Photo : Radio-Canada / Carl Boivin

Le CIUSSS de la Capitale-Nationale veut améliorer la prise en charge des clientèles désaffiliées du centre-ville de Québec en offrant sous un même toit des soins et des services spécialisés en santé mentale, en dépendance et en itinérance. Malgré certaines réserves, ce projet est plutôt bien accueilli par le milieu communautaire, qui constitue souvent la dernière maille du filet social pour les « oubliés du système ».

Le futur centre de services intégrés verra le jour dans le bâtiment de la côte du Palais qui abritait autrefois les locaux de l’Armée du salut.

En plus d'y réinstaller des équipes d’intervention existantes, le CIUSSS compte y ajouter de nouveaux services, notamment de l’hébergement temporaire d’évaluation en santé mentale et en dépendance ainsi que des lits de convalescence pour personnes en situation d'itinérance.

Besoins grandissants

Lancé en collaboration avec nos partenaires communautaires, ce projet facilitera l’accès aux soins et aux services de santé dans un même lieu pour une clientèle hautement désaffiliée dont les besoins sont grandissants, indique Mélanie Otis, conseillère en relations médias au CIUSSS de la Capitale-Nationale.

L’ancien bâtiment de l’Armée du salut photographié de jour l'hiver.

Le futur centre sera aménagé à l’intérieur de l’ancien bâtiment de l’Armée du salut situé sur la côte du Palais, dans le Vieux-Québec. (Photo d’archives)

Photo : Radio-Canada

Ce projet de centre de services intégrés vise principalement à servir une clientèle du centre-ville de Québec plus difficile à atteindre. À l’heure actuelle, les personnes vulnérables et désaffiliées sont principalement prises en charge par les organismes communautaires, qui ont de plus en plus de mal à répondre à la demande.

« Il s’agit également d’une porte ouverte sur la rue, ce qui permettra de mettre à profit les expertises du réseau de la santé et des services sociaux ainsi que des partenaires de la communauté. »

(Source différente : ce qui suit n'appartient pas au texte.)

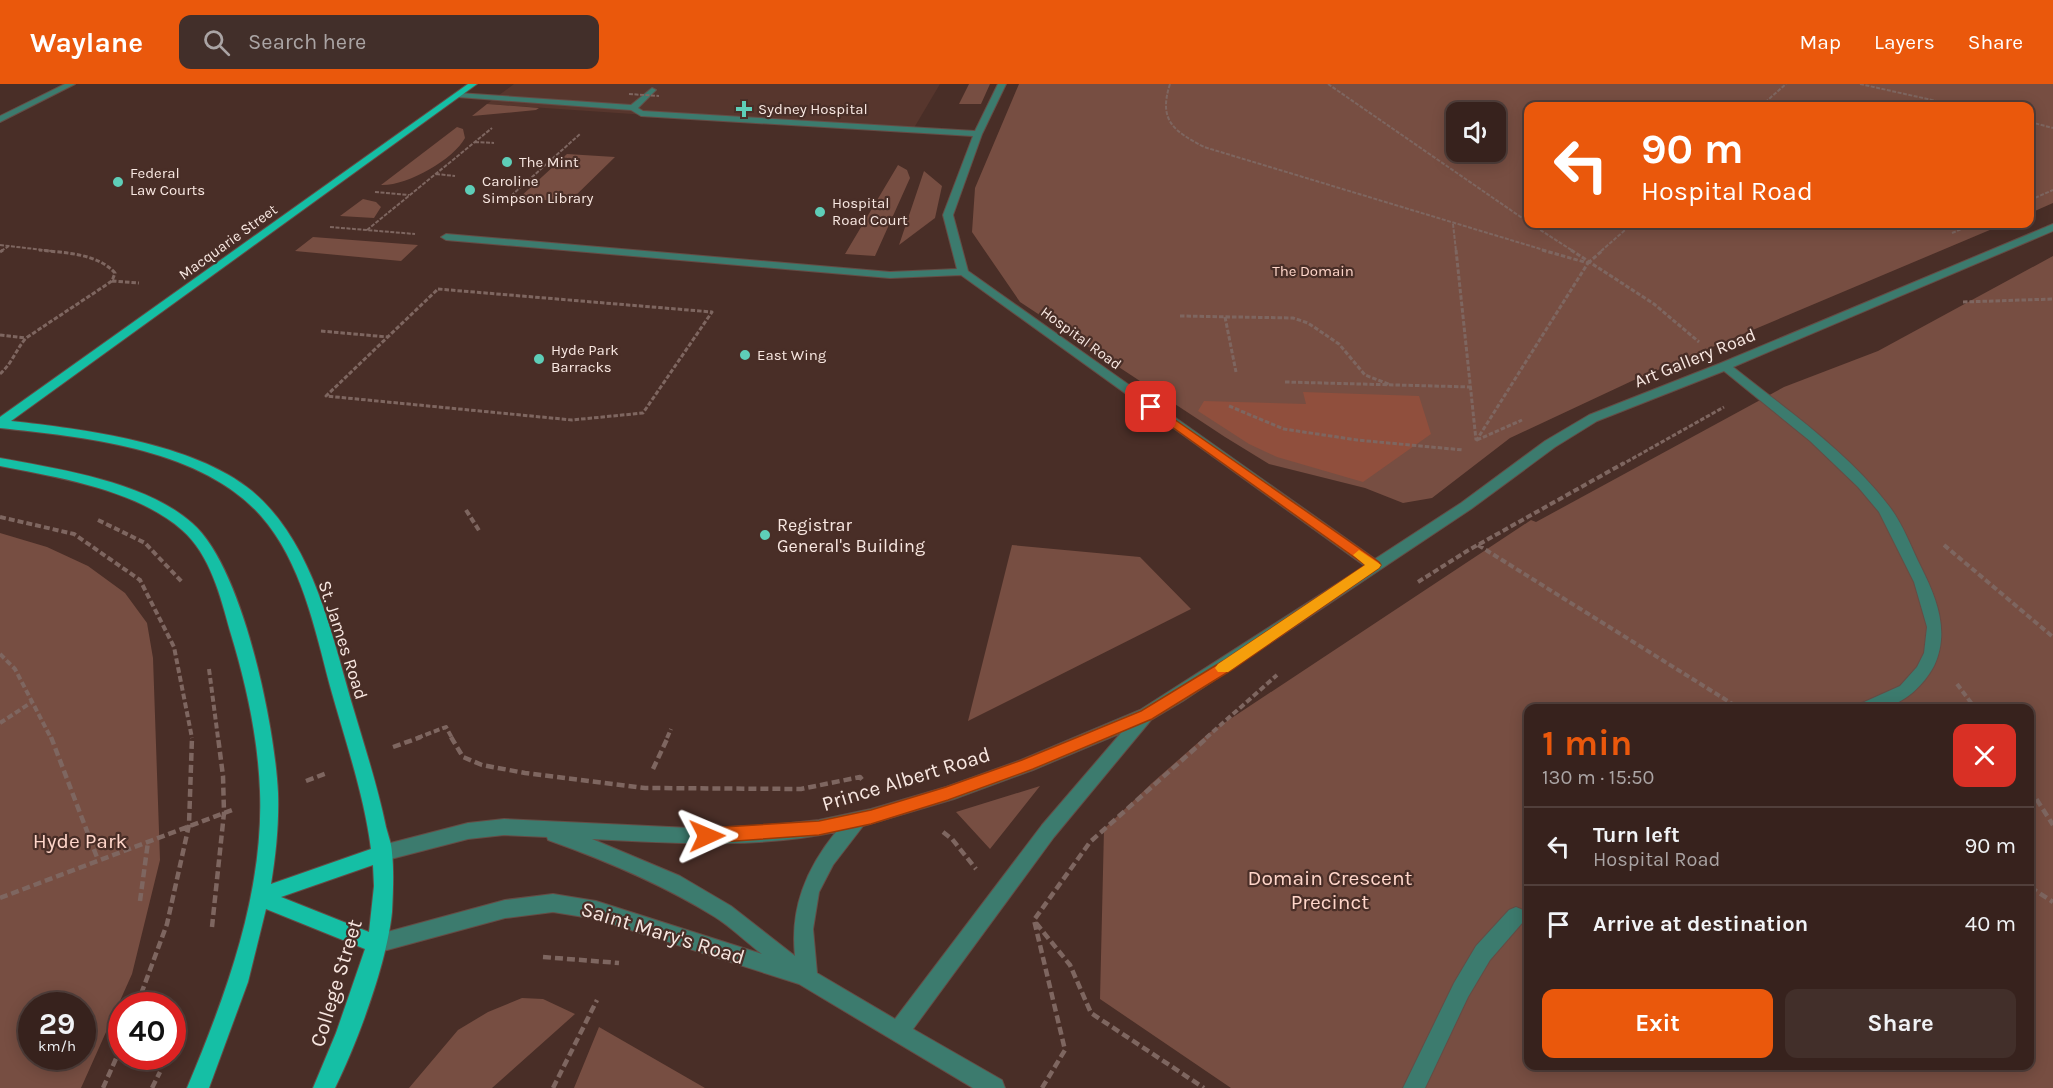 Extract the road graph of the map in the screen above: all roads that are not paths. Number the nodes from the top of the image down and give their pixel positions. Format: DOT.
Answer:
graph roads {
  1 [pos="71,84"];
  2 [pos="473,84"];
  3 [pos="1002,84"];
  4 [pos="655,93"];
  5 [pos="458,95"];
  6 [pos="633,108"];
  7 [pos="0,119"];
  8 [pos="978,134"];
  9 [pos="2053,227"];
  10 [pos="446,237"];
  11 [pos="963,272"];
  12 [pos="1725,366"];
  13 [pos="0,424"];
  14 [pos="0,462"];
  15 [pos="1374,565"];
  16 [pos="1876,704"];
  17 [pos="1146,715"];
  18 [pos="857,820"];
  19 [pos="526,828"];
  20 [pos="383,853"];
  21 [pos="258,897"];
  22 [pos="1516,916"];
  23 [pos="376,944"];
  24 [pos="808,979"];
  25 [pos="898,1032"];
  26 [pos="198,1088"];
  27 [pos="324,1088"];
  28 [pos="994,1088"];
  29 [pos="1414,1088"];
  1 -- 7 [label="street"];
  2 -- 5 [label="main road, Macquarie Street"];
  3 -- 8 [label="street"];
  4 -- 6 [label="street"];
  5 -- 6 [label="street"];
  5 -- 13 [label="main road, Macquarie Street"];
  6 -- 8 [label="street"];
  8 -- 11 [label="street"];
  9 -- 12 [label="street, Art Gallery Road"];
  10 -- 11 [label="street"];
  11 -- 15 [label="street, Hospital Road"];
  12 -- 15 [label="street, Art Gallery Road"];
  12 -- 16 [label="street"];
  13 -- 20 [label="main road, St. James Road"];
  14 -- 21 [label="main road"];
  15 -- 17 [label="street, Prince Albert Road"];
  17 -- 18 [label="street, Prince Albert Road"];
  17 -- 25 [label="street, Prince Albert Road"];
  18 -- 19 [label="street, Prince Albert Road"];
  18 -- 24 [label="street"];
  19 -- 20 [label="street, Prince Albert Road"];
  19 -- 24 [label="street, Saint Mary's Road"];
  20 -- 21 [label="main road"];
  20 -- 23 [label="main road, College Street"];
  21 -- 23 [label="main road"];
  21 -- 26 [label="main road"];
  22 -- 29 [label="street"];
  23 -- 24 [label="street, Saint Mary's Road"];
  23 -- 27 [label="main road, College Street"];
  24 -- 25 [label="street, Saint Mary's Road"];
  25 -- 28 [label="street, Saint Mary's Road"];
}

— Une citation de  Mélanie Otis, CIUSSS de la Capitale-Nationale

Le projet, espère le CIUSSS, complétera et bonifiera les services offerts par le communautaire, le tout dans une approche voulue collaborative.

Projet de centre de services intégrés

Exemples de nouveaux services qui seront offerts au 14, côte du Palais

- Urgence dépendance

- Désintoxication modérée

- Lits d’hébergement temporaire d’évaluation en santé mentale et en dépendance

- Lits de convalescence pour personnes en situation d'itinérance

- Espaces polyvalents destinés à favoriser une diversité d'approches communautaires et institutionnelles qui pourront évoluer en fonction de la progression des besoins dans la région

Complémentarité

Annie Fontaine, professeure agrégée à l'École de travail social et de criminologie de l'Université Laval, s’intéresse depuis de nombreuses années à l’intervention auprès des populations désaffiliées.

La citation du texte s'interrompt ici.